21  Importing data from databases (Part 1)

Many companies store their information in relational databases. The R community has also developed R packages to get data from these architectures. You’ll learn how to connect to a database and how to retrieve data from it.

21.1 Establish a connection

The first step to import data from a SQL database is creating a connection to it. As Filip explained, you need different packages depending on the database you want to connect to. All of these packages do this in a uniform way, as specified in the DBI package.
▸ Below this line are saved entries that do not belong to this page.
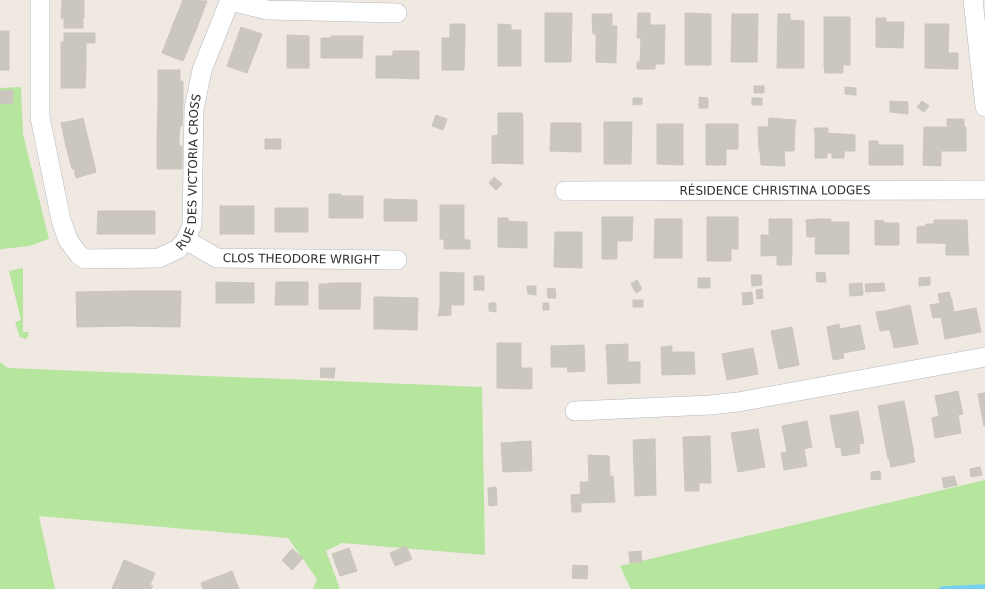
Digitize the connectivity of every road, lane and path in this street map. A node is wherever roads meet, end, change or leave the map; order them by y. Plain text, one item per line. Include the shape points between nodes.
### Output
1 (40, 0) edge
2 (230, 0) edge
3 (973, 0) edge
4 (397, 13) dead end
5 (985, 107) edge
6 (985, 190) edge
7 (566, 191) dead end
8 (186, 240) junction
9 (397, 260) dead end
10 (985, 357) edge
11 (575, 411) dead end

1 - 8 street, RUE DES VICTORIA CROSS via 40,117 61,220 68,240 85,259 159,258 178,249
2 - 4 street via 267,10
2 - 8 street, RUE DES VICTORIA CROSS via 202,70 194,109 192,225
3 - 5 street
6 - 7 street, RÉSIDENCE CHRISTINA LODGES
8 - 9 street, CLOS THEODORE WRIGHT via 217,258
10 - 11 street via 738,402

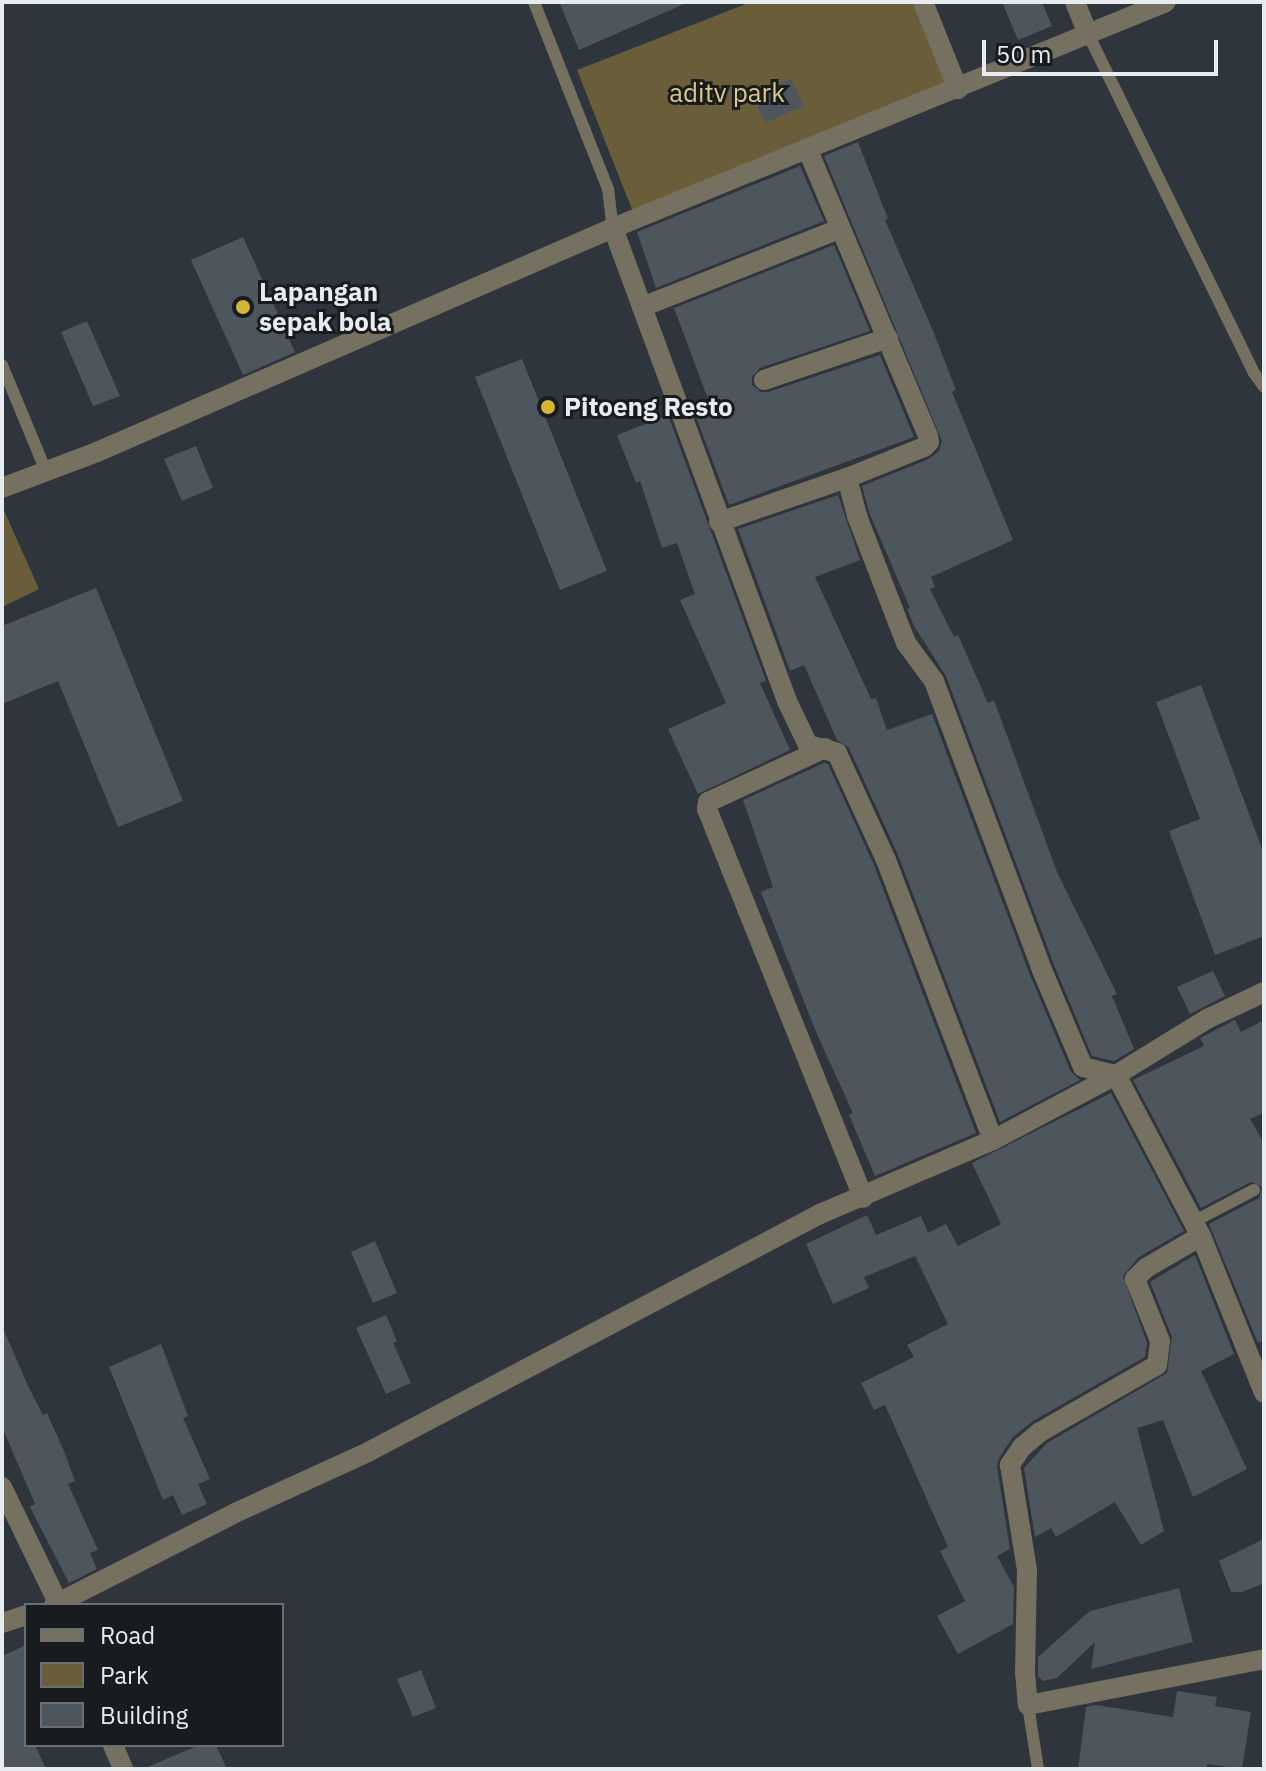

dbConnect() creates a connection between your R session and a SQL database. The first argument has to be a DBIdriver object, that specifies how connections are made and how data is mapped between R and the database. Specifically for MySQL databases, you can build such a driver with RMySQL::MySQL().

If the MySQL database is a remote database hosted on a server, you’ll also have to specify the following arguments in dbConnect(): dbname, host, port, user and password. Most of these details have already been provided.

Instructions 100 XP

  • Load the DBI library, which is already installed on DataCamp’s servers.
  • Edit the dbConnect() call to connect to the MySQL database. Change the port argument (3306) and user argument ("student").
ex_001.R
# Load the DBI package
library(DBI)

# Edit dbConnect() call
con <- dbConnect(RMySQL::MySQL(), 
                 dbname = "tweater", 
                 host = "courses.csrrinzqubik.us-east-1.rds.amazonaws.com", 
                 port = 3306,
                 user = "student",
                 password = "datacamp")

21.2 List the database tables

After you’ve successfully connected to a remote MySQL database, the next step is to see what tables the database contains. You can do this with the dbListTables() function. As you might remember from the video, this function requires the connection object as an input, and outputs a character vector with the table names.

Instructions 100 XP

  • Add code to create a vector tables, that contains the tables in the tweater database. You can connect to this database through the con object.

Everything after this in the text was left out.